Francisco de Oliveira was right when he wrote in the preface to his book, A navegação venturosa, about Celso Furtado: we owe him everything. This majestic plural naturally applies to successive generations of economists and social scientists who stubbornly seek to discover and rediscover Brazil. We owe Furtado our understanding of the specificity of underdevelopment and our understanding of the central issue: the nations on the edges of capitalism are condemned to “inventing” their own development strategies. If they don’t, they risk handing over their destinies to the processes of repetition and reproduction of conditions that generate dependency and backwardness.

Celso believed, above all in the capacity of rational transforming action. Positivist thinking was his intellectual source. “Not this caricature that is bandied about these days”, he told me in an interview that was published in the Carta Capital magazine, “but the idea that man has the means to transform the world, to build a better world, and that these means are ruled by science, which results from formidable progress in scientific knowledge. When I discovered the idea of social planning, I was enchanted and said: this is the path, the path we must follow to exit.

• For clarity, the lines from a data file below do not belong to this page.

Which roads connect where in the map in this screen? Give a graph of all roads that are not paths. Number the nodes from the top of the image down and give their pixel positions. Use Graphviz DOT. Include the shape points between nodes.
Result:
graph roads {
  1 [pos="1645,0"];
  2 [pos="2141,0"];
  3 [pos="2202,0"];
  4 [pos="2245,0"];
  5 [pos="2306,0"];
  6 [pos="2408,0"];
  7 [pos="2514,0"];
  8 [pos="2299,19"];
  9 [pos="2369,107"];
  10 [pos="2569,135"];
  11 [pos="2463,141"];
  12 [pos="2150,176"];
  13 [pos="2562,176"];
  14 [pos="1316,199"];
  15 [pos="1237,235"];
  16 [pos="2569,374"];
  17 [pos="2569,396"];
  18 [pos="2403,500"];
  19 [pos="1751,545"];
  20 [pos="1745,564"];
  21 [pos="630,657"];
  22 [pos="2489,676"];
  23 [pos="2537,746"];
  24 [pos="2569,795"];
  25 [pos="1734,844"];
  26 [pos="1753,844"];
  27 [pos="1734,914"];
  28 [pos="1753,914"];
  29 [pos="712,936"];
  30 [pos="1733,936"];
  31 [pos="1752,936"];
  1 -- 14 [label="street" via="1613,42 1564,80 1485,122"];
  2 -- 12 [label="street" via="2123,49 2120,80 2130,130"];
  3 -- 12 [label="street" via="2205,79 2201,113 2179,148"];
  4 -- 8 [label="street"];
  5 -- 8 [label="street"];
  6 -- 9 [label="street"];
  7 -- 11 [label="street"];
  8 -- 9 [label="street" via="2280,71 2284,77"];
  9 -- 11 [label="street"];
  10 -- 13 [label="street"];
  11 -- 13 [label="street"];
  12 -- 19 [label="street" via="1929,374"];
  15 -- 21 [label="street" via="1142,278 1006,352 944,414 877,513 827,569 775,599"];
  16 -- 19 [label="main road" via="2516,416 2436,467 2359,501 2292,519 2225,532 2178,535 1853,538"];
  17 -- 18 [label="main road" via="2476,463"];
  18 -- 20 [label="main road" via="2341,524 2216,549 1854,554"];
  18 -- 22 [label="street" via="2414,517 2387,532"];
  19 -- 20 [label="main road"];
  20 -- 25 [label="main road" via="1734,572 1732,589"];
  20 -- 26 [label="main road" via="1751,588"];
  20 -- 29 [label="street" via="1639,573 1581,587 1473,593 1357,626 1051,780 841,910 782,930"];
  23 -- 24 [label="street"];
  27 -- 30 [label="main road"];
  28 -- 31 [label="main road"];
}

To put your city in order, you must have a plan; so I focused myself on the study of planning.”

Celso Furtado wrote his most important work at the height of “developmentism”, developmentism that one should emphasize, was not some kind of idiosyncratic invention by a group of exotic nations but rather an adequate response to the challenges and opportunities created by the Great Depression of the 1930s and its catastrophic international environment. National development and industrialization projects on the peripheries were born from the same cradle that produced Keynesianism in central nations. It was a reaction against the misery and ills produced by the capitalism of the 1920s.

The wave of developmentism and the Keynesian experience reached their zenith in the three decades that followed the end of the Second World War. The political and social climate was saturated with the idea that it was possible to adopt national and international strategies of growth, industrialization and social progress. Celso, honoring ideas inherited from Raúl Prebisch, knew that the pretension of controlling one’s own destiny depended crucially, at the peripheries, on the constitution of productive forces generated by industrial capitalism. But, he did not ignore the fact that it was impossible to reproduce the trajectory of developed nations. There was a perception that the goal of bringing the nation closer to the desired forms of production and coexistence could not be achieved within the scope of the old and ruined international division of labor, nor even by means of a simple operation of “natural” market forces. In the period following World War II, the expansion of capitalist internationalism commanded by the United States and the polarization of the Cold War put forth new challenges to the progression of the developmentist agenda. He who has developed the habit of repeating, without any critical sense, that Brazil pursued an autarchic “model”, or a closed economy, falsifies the facts: Brazil’s industrialization process was closely followed by a profound internationalization of its productive economic structure. As Professor Carlos Lessa once said, almost all the important multinationals are here.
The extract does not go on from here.